Zelensky continua sendo o político mais popular da Ucrânia, com 22,3% dos entrevistados em outubro dizendo que votariam nele caso houvesse eleições, segundo o Socis.
Ele é seguido de perto pelo general Valerii Zaluzhnyi, embaixador no Reino Unido, com 21,3%, que não indicou se concorrerá a uma eleição.
Yulia Tovkach, que possui um negócio de calçados em Bucha, perto de Kiev, disse que acha vital para a Ucrânia acabar com a lei marcial antes de qualquer eleição.
“Se não fizermos isso, seremos acusados de não ter uma eleição legítima e adequada”, disse ela. “E para acabar com a lei marcial, precisamos de uma trégua com garantias de segurança.”
Yana Kolomiets, diretora de elenco baseada na cidade de Odesa, no sul, disse que achava a ideia de realizar uma eleição “tola”, mesmo que estivesse insatisfeita com a liderança de Zelensky.
“Isso complicaria muito as coisas e não seria favorável à Ucrânia”, disse ela.
Hanna Shelest, analista de política externa do think tank Ucraniano Prism, disse à BBC que “até há um ano, Zelensky disse que estava pronto para as eleições assim que as condições permitissem”.
A questão, no entanto, era como criar as condições que Zelensky descreveu, disse Shelest ao programa Newsroom da BBC World Service, considerando soldados e refugiados que iriam votar, áreas não seguras no país e greves em andamento.
“Você não pode garantir a segurança das seções eleitorais”, disse ela.

Zelensky também enfrenta pressão crescente de Trump para concordar com um acordo de paz que encerre a guerra, com o líder dos EUA pedindo a Zelensky que “colabore” cedendo territórios a Moscou.

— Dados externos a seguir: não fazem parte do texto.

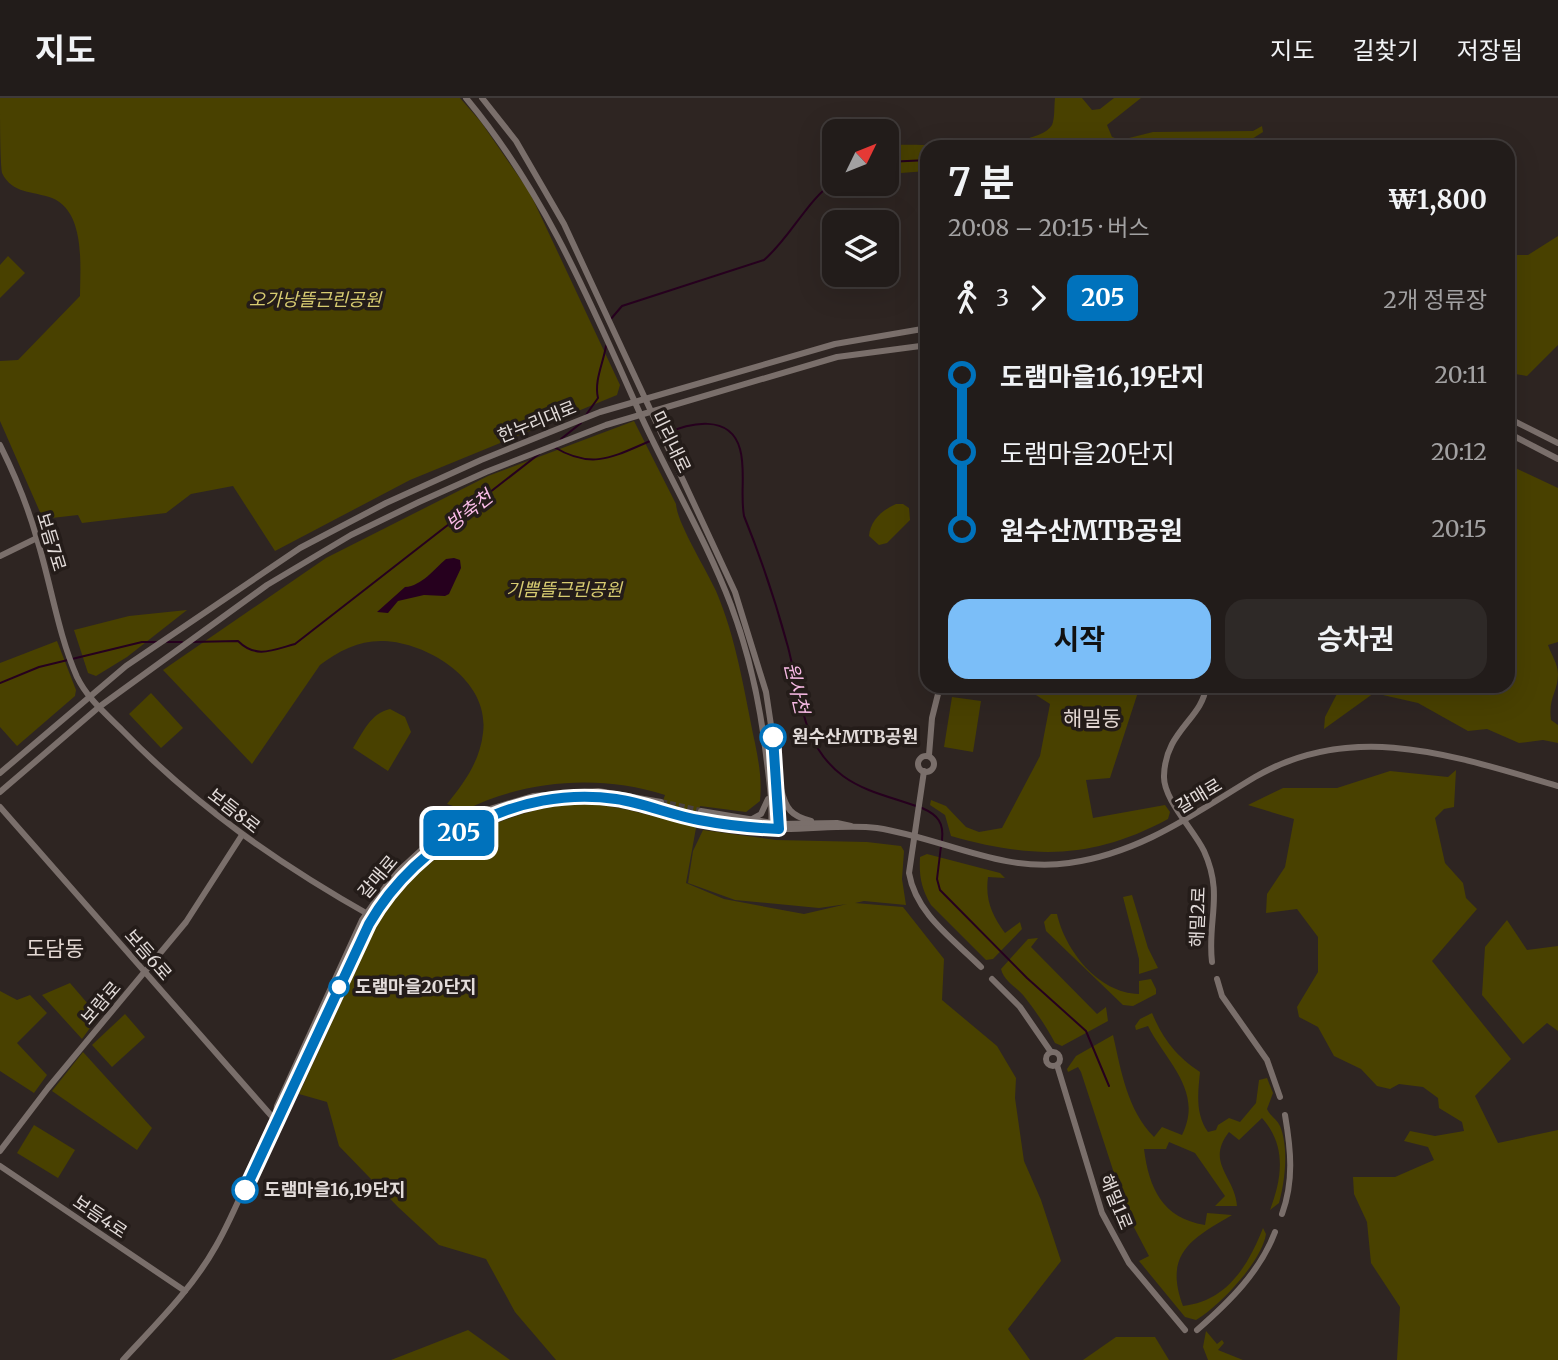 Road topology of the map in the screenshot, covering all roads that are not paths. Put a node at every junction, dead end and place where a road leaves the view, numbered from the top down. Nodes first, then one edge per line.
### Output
1 (466, 98) edge
2 (482, 98) edge
3 (920, 329) edge
4 (920, 346) edge
5 (645, 399) junction
6 (636, 402) junction
7 (651, 413) junction
8 (642, 416) junction
9 (1515, 422) edge
10 (1515, 437) edge
11 (1558, 443) edge
12 (0, 445) edge
13 (1558, 459) edge
14 (37, 538) junction
15 (0, 556) edge
16 (938, 693) edge
17 (1204, 693) edge
18 (89, 696) junction
19 (98, 706) junction
20 (929, 755) junction
21 (924, 772) junction
22 (0, 773) edge
23 (778, 774) junction
24 (769, 781) junction
25 (1558, 786) edge
26 (0, 792) edge
27 (662, 806) tunnel mouth
28 (0, 807) edge
29 (701, 811) tunnel mouth
30 (736, 819) junction
31 (698, 820) tunnel mouth
32 (1186, 821) junction
33 (820, 823) junction
34 (775, 826) junction
35 (851, 826) junction
36 (243, 835) junction
37 (914, 837) junction
38 (370, 915) junction
39 (1212, 962) dead end
40 (981, 967) dead end
41 (145, 974) junction
42 (992, 979) dead end
43 (1217, 979) dead end
44 (1280, 1097) dead end
45 (1285, 1115) dead end
46 (275, 1120) junction
47 (0, 1151) edge
48 (0, 1166) edge
49 (1282, 1214) dead end
50 (1275, 1232) dead end
51 (185, 1291) junction
52 (1185, 1330) dead end
53 (1197, 1330) dead end
54 (123, 1360) edge

1 - 6 street, 미리내로
2 - 5 street, 미리내로
3 - 5 street, 한누리대로
4 - 7 street, 한누리대로
5 - 6 street, 한누리대로
5 - 7 street, 미리내로
6 - 8 street, 미리내로
6 - 18 street, 한누리대로
7 - 8 street, 한누리대로
7 - 23 street, 미리내로
8 - 19 street, 한누리대로
8 - 24 street, 미리내로
9 - 11 street
10 - 13 street
12 - 14 street, 보듬7로
14 - 15 street
14 - 18 street, 보듬7로
16 - 20 street
17 - 32 street, 해밀2로
18 - 19 street
18 - 22 street
19 - 26 street
19 - 36 street, 보듬8로
20 - 21 street
20 - 21 street
21 - 37 street
23 - 33 street
23 - 34 street, 미리내로
24 - 30 street
24 - 34 street, 미리내로
25 - 32 street, 갈매로
27 - 38 street, 갈매로
28 - 41 street, 보듬6로
29 - 30 street, 갈매로
30 - 34 street, 갈매로
31 - 34 street, 갈매로
32 - 37 street, 갈매로
32 - 39 street, 해밀2로
33 - 34 street, 갈매로
33 - 35 street, 갈매로
34 - 35 street, 갈매로
35 - 37 street, 갈매로
36 - 38 street, 보듬8로
36 - 41 street, 보람로
37 - 40 street
38 - 46 street, 갈매로
41 - 46 street, 보듬6로
41 - 47 street, 보람로
42 - 52 street, 해밀1로
43 - 44 street
45 - 49 street
46 - 51 street, 갈매로
48 - 51 street, 보듬4로
50 - 53 street
51 - 54 street, 갈매로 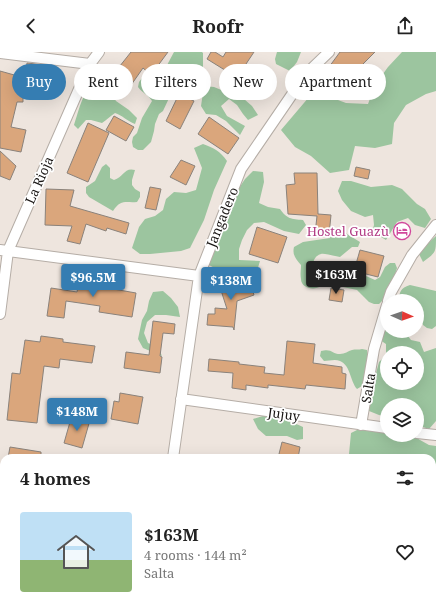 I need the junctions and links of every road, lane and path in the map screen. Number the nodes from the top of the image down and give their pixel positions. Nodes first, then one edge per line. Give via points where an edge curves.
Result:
1 (99, 52) edge
2 (329, 52) edge
3 (0, 53) edge
4 (15, 54) edge
5 (90, 64) joint
6 (74, 99) edge
7 (436, 225) edge
8 (4, 250) edge
9 (199, 276) junction
10 (390, 294) edge
11 (0, 314) edge
12 (380, 329) edge
13 (181, 399) junction
14 (362, 425) junction
15 (380, 427) edge
16 (424, 434) edge
17 (436, 435) edge
18 (173, 454) edge

1 - 5 street, La Rioja
2 - 9 street, Jangadero via 306,74 241,169
3 - 4 street
4 - 5 street
6 - 8 street, La Rioja
7 - 10 street via 412,255
8 - 9 street
8 - 11 street, La Rioja
9 - 13 street, Jangadero
12 - 14 street, Salta via 374,349
13 - 14 street, Jujuy
13 - 18 street, Jangadero
14 - 15 street, Jujuy
16 - 17 street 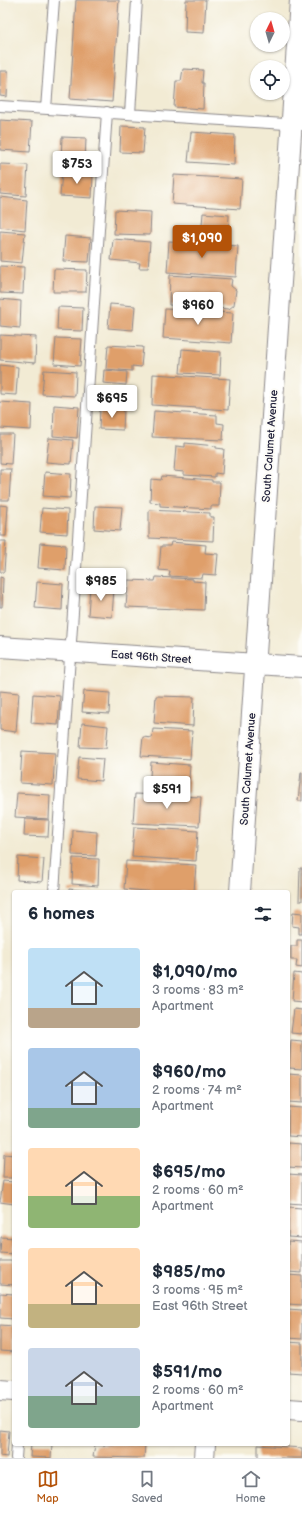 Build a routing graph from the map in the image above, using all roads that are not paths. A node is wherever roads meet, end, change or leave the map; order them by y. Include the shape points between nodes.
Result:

Na quarta-feira, Zelensky escreveu nas redes sociais que um documento de 20 pontos sobre como acabar com a guerra seria entregue aos EUA “em um futuro próximo” após “nosso trabalho conjunto com a equipe do presidente Trump e parceiros na Europa”.

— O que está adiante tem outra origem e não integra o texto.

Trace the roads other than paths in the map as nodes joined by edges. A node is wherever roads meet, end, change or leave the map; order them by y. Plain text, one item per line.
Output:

O líder ucraniano não forneceu mais detalhes.
O plano de paz original dos EUA – amplamente vazado para a mídia no mês passado – tinha 28 pontos e era visto como favorável à Rússia. Desde então, a Ucrânia tem mantido conversas separadas com negociadores dos EUA e da Europa, buscando alterar algumas cláusulas-chave, como questões territoriais e garantias de segurança.
Mais tarde, na quarta-feira, Trump realizou conversas telefônicas com o primeiro-ministro britânico Sir Keir Starmer, o presidente francês Emmanuel Macron e o chanceler alemão Friedrich Merz para discutir um possível cessar-fogo na Ucrânia.

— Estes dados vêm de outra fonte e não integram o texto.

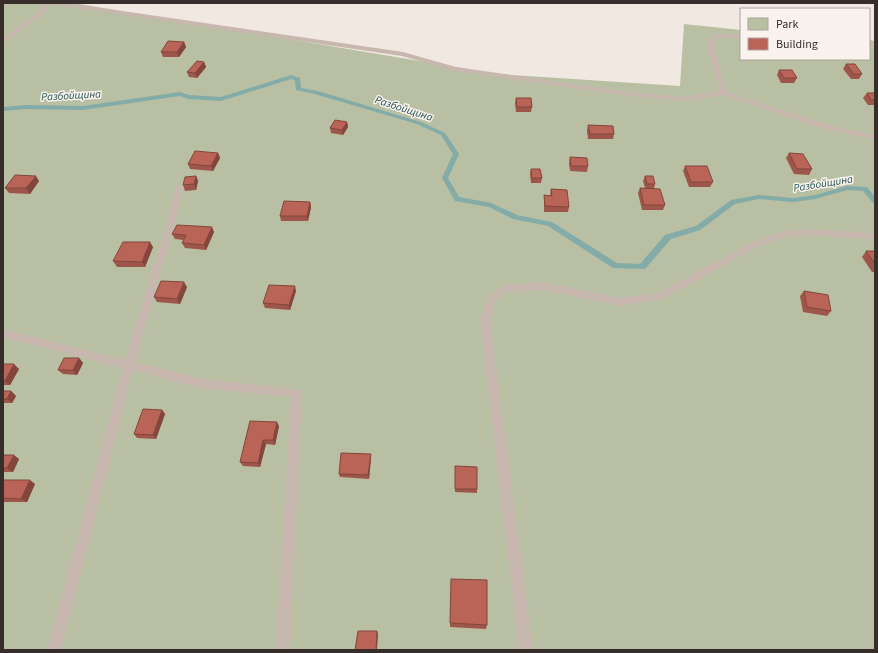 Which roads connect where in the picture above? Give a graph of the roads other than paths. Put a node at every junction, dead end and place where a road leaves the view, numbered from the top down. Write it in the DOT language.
graph roads {
  1 [pos="47,3"];
  2 [pos="56,3"];
  3 [pos="740,36"];
  4 [pos="3,40"];
  5 [pos="724,93"];
  6 [pos="875,137"];
  7 [pos="180,187"];
  8 [pos="875,236"];
  9 [pos="3,333"];
  10 [pos="129,364"];
  11 [pos="54,650"];
  12 [pos="283,650"];
  13 [pos="526,650"];
  1 -- 4 [label="lane"];
  2 -- 5 [label="lane"];
  3 -- 5 [label="lane"];
  5 -- 6 [label="lane"];
  7 -- 10 [label="lane"];
  8 -- 13 [label="lane"];
  9 -- 10 [label="lane"];
  10 -- 11 [label="lane"];
  10 -- 12 [label="lane"];
} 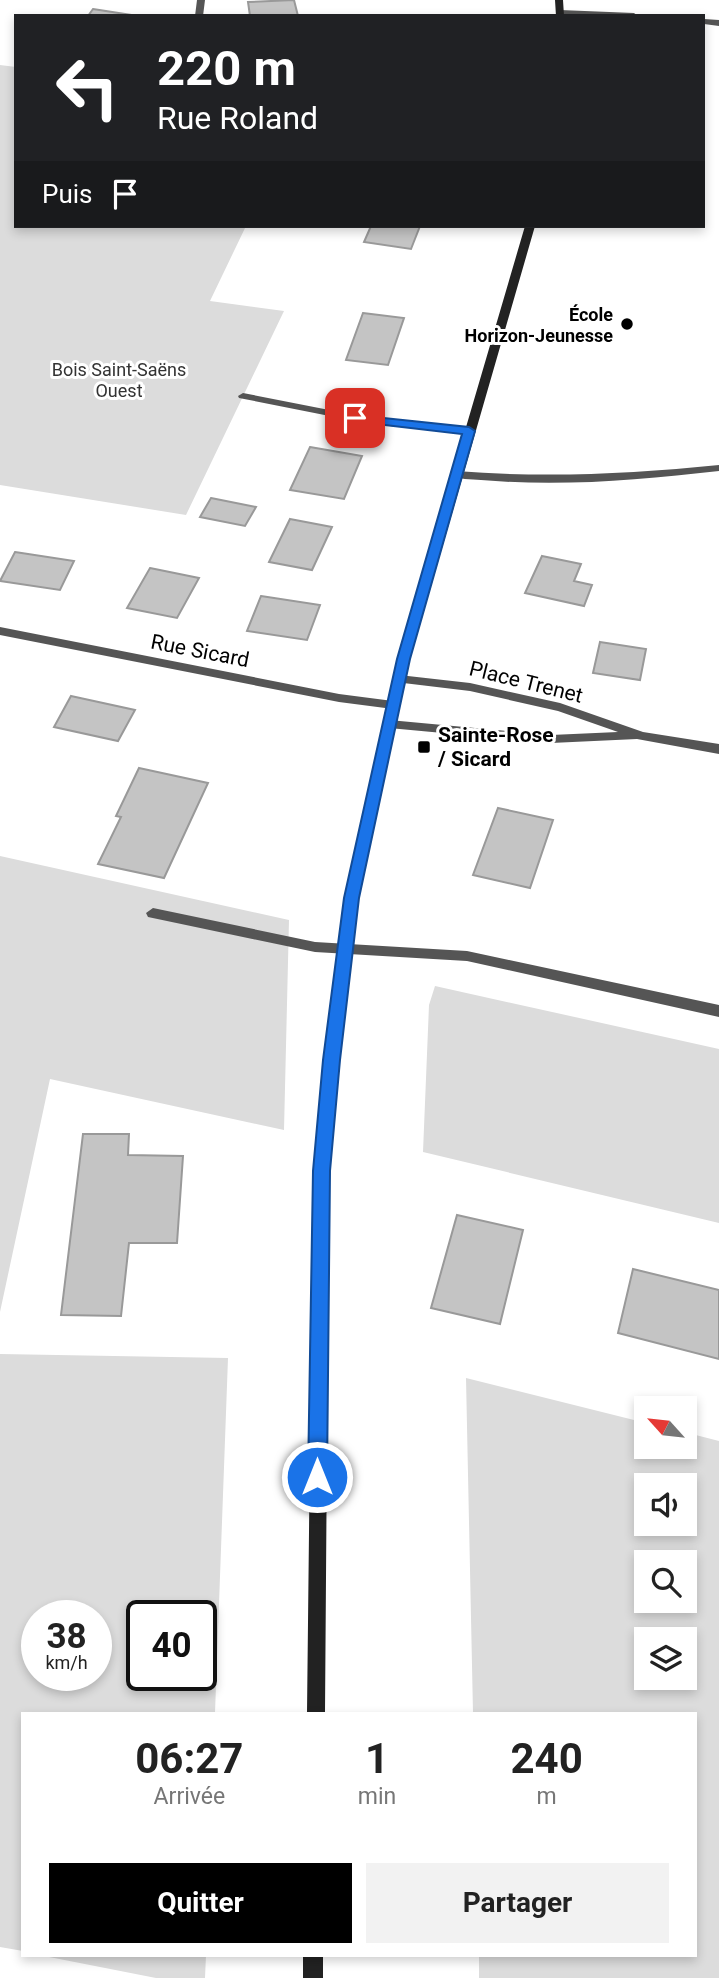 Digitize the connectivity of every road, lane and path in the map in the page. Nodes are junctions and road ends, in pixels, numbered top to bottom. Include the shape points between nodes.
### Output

Após a ligação, os três líderes europeus disseram conjuntamente em comunicados emitidos em Londres, Paris e Berlim que “o trabalho intensivo no plano de paz continua e continuará nos próximos dias.
Os comunicados afirmaram que os participantes “concordaram que este era um momento crítico – para a Ucrânia, seu povo e para a segurança compartilhada em toda a região euroatlântica”.
Enquanto isso, o Kremlin afirmou que as declarações “muito importantes” de Trump sobre a Ucrânia, incluindo a afirmação de que Moscou venceria a guerra e que Kiev precisaria ceder territórios, estão alinhadas com a visão da Rússia.
“De muitas maneiras, sobre o tema da adesão à OTAN, sobre territórios, sobre como a Ucrânia está perdendo territórios, está em sintonia com nosso entendimento”, disse o porta-voz do Kremlin, Dmitry Peskov.
O presidente ucraniano está em uma turnê diplomática pela Europa após intensas negociações entre negociadores dos EUA e da Ucrânia no fim de semana, que não conseguiram resultar em um acordo com o qual Kiev pudesse concordar.
Ele pressionou líderes europeus e da Otan para ajudar a dissuadir os EUA de apoiarem um acordo que Kyiv teme que os deixe expostos a futuros ataques e descartou a possibilidade de ceder territórios.